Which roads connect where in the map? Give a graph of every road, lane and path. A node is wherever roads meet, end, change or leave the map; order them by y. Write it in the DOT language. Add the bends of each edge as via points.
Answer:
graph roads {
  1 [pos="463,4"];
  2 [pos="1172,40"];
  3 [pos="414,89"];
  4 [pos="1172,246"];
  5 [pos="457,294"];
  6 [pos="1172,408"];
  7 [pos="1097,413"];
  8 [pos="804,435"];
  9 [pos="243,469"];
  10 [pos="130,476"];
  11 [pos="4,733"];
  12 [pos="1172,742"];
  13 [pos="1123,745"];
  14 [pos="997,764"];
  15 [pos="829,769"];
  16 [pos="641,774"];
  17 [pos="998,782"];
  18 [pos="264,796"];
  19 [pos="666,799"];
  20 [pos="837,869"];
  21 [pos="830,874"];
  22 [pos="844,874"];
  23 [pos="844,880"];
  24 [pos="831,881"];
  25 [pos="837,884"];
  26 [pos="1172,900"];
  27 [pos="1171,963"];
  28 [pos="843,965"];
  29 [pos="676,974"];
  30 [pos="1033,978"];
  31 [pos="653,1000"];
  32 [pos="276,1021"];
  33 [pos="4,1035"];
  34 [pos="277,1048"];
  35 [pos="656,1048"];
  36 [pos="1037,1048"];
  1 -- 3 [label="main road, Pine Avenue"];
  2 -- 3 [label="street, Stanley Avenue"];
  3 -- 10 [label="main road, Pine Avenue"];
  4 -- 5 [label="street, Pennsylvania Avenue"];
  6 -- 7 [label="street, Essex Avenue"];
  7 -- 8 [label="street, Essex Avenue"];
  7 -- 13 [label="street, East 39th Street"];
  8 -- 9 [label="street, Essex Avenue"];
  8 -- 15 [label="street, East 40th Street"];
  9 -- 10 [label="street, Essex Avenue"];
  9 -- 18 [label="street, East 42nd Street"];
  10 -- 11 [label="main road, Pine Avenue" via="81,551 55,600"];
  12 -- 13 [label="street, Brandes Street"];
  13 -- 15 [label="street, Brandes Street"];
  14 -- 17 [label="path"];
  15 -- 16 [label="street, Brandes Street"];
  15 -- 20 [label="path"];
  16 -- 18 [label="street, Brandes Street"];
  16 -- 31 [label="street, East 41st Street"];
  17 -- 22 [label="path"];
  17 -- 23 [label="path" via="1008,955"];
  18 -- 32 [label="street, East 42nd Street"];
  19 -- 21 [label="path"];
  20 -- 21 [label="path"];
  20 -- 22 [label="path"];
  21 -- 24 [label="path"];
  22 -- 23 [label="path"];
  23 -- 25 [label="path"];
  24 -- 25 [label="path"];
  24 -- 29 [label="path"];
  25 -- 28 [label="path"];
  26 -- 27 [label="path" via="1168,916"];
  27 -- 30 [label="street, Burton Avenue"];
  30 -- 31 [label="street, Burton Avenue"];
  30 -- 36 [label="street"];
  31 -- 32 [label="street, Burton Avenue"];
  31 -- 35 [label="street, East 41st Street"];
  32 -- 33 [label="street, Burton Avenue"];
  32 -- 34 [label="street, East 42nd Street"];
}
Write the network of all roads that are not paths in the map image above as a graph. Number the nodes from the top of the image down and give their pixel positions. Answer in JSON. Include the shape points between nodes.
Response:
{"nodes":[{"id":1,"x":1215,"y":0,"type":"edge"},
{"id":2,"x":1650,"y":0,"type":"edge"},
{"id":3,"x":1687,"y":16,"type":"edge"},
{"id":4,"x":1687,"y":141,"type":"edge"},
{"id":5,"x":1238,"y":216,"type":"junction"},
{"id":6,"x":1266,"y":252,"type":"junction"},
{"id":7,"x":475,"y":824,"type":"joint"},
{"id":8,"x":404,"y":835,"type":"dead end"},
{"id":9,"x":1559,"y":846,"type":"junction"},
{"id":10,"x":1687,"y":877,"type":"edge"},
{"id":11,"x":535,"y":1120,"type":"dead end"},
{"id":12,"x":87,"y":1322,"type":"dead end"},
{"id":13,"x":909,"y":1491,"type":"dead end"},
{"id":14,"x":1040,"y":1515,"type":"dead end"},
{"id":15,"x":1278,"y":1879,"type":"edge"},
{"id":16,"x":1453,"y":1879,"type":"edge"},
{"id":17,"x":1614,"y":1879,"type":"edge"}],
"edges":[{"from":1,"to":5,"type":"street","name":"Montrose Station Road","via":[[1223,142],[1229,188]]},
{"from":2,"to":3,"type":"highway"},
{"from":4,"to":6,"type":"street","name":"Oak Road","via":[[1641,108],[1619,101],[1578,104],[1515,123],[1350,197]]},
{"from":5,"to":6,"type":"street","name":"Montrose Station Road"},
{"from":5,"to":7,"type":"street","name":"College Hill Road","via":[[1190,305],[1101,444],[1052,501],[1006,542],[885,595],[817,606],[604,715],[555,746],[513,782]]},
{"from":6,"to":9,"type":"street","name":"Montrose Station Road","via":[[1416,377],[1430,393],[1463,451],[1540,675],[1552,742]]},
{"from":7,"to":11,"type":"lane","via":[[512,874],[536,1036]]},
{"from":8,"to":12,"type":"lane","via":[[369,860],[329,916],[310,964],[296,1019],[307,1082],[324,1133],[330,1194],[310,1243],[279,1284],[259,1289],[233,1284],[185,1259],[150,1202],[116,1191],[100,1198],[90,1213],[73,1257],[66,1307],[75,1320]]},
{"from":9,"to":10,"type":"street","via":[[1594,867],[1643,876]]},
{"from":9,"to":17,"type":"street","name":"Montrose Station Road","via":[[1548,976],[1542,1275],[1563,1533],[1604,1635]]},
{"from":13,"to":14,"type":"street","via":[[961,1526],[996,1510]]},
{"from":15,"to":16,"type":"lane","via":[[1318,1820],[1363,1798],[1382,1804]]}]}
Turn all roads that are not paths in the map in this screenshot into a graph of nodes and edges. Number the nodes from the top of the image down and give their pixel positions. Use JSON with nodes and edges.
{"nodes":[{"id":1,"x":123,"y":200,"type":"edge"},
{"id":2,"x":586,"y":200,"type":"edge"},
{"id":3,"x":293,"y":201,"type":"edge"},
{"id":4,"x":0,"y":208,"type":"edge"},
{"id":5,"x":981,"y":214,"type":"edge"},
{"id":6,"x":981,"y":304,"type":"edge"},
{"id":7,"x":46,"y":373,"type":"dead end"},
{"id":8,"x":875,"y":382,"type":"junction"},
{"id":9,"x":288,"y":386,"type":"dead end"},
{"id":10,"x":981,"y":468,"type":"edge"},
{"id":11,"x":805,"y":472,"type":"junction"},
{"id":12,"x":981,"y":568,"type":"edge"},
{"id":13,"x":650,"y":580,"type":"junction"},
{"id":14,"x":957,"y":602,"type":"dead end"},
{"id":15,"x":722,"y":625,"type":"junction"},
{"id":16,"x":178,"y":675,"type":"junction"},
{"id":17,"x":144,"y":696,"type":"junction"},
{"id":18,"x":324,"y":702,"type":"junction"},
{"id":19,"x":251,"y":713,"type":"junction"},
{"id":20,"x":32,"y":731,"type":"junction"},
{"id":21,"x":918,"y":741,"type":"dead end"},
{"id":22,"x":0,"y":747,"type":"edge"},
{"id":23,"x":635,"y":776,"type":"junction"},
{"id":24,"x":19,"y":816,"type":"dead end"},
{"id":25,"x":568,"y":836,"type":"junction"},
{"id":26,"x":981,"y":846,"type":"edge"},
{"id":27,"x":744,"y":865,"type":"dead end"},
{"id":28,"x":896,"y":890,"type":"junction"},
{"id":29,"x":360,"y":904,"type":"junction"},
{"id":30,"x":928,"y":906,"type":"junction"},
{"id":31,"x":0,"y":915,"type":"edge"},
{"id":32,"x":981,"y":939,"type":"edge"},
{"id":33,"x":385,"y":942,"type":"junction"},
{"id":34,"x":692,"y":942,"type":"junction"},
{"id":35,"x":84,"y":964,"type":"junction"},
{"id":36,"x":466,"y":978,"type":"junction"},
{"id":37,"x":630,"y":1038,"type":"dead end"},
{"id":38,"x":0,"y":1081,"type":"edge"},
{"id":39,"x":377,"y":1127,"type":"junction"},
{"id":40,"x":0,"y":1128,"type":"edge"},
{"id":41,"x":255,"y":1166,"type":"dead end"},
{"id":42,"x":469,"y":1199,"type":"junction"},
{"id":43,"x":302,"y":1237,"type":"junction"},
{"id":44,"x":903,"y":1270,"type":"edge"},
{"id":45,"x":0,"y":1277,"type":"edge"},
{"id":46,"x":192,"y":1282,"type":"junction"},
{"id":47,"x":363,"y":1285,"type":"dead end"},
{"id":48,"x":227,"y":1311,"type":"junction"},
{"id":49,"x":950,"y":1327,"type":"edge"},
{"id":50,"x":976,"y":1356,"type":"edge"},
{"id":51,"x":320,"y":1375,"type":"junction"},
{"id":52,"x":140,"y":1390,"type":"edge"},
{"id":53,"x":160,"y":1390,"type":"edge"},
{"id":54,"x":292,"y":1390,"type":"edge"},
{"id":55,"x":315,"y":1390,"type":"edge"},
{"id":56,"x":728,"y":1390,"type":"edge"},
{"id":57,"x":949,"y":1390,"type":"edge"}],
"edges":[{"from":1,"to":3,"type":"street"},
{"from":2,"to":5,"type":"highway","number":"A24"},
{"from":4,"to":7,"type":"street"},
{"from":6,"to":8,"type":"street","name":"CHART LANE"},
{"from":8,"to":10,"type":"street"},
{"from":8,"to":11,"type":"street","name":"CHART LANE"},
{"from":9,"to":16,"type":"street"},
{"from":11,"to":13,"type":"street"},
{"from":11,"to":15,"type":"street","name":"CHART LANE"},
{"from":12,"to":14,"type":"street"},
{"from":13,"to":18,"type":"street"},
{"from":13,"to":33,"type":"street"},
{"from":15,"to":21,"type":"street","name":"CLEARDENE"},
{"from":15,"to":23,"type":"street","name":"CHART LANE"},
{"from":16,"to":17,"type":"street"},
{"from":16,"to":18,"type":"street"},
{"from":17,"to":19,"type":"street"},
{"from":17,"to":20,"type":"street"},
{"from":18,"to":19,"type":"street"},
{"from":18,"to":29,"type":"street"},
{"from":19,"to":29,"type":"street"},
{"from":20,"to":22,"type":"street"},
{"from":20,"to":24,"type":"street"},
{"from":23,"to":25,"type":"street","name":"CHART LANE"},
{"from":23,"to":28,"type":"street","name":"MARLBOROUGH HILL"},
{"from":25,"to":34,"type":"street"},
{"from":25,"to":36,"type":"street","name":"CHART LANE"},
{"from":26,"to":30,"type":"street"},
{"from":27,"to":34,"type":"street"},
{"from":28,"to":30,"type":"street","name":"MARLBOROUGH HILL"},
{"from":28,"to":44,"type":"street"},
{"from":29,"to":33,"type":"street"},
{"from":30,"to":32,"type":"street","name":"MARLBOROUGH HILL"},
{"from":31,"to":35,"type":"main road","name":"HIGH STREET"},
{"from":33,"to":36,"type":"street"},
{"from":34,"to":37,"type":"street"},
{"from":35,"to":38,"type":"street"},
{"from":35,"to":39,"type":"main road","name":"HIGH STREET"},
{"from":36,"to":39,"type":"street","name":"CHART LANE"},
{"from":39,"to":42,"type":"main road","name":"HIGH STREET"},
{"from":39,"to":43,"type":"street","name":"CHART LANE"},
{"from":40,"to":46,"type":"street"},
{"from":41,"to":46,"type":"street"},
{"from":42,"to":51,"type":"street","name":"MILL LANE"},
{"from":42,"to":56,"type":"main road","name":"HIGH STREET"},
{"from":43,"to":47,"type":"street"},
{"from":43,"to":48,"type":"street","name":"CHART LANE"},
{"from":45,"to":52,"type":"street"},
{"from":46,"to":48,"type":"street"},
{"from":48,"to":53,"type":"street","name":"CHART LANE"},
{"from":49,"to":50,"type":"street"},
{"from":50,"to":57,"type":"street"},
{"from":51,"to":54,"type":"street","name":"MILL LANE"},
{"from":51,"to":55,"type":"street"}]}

_____

• [What you are asked to do] Find the word "Essex" in the entries above, then copy each line that holds it.

• [Output below]
  6 -- 7 [label="street, Essex Avenue"];
  7 -- 8 [label="street, Essex Avenue"];
  8 -- 9 [label="street, Essex Avenue"];
  9 -- 10 [label="street, Essex Avenue"];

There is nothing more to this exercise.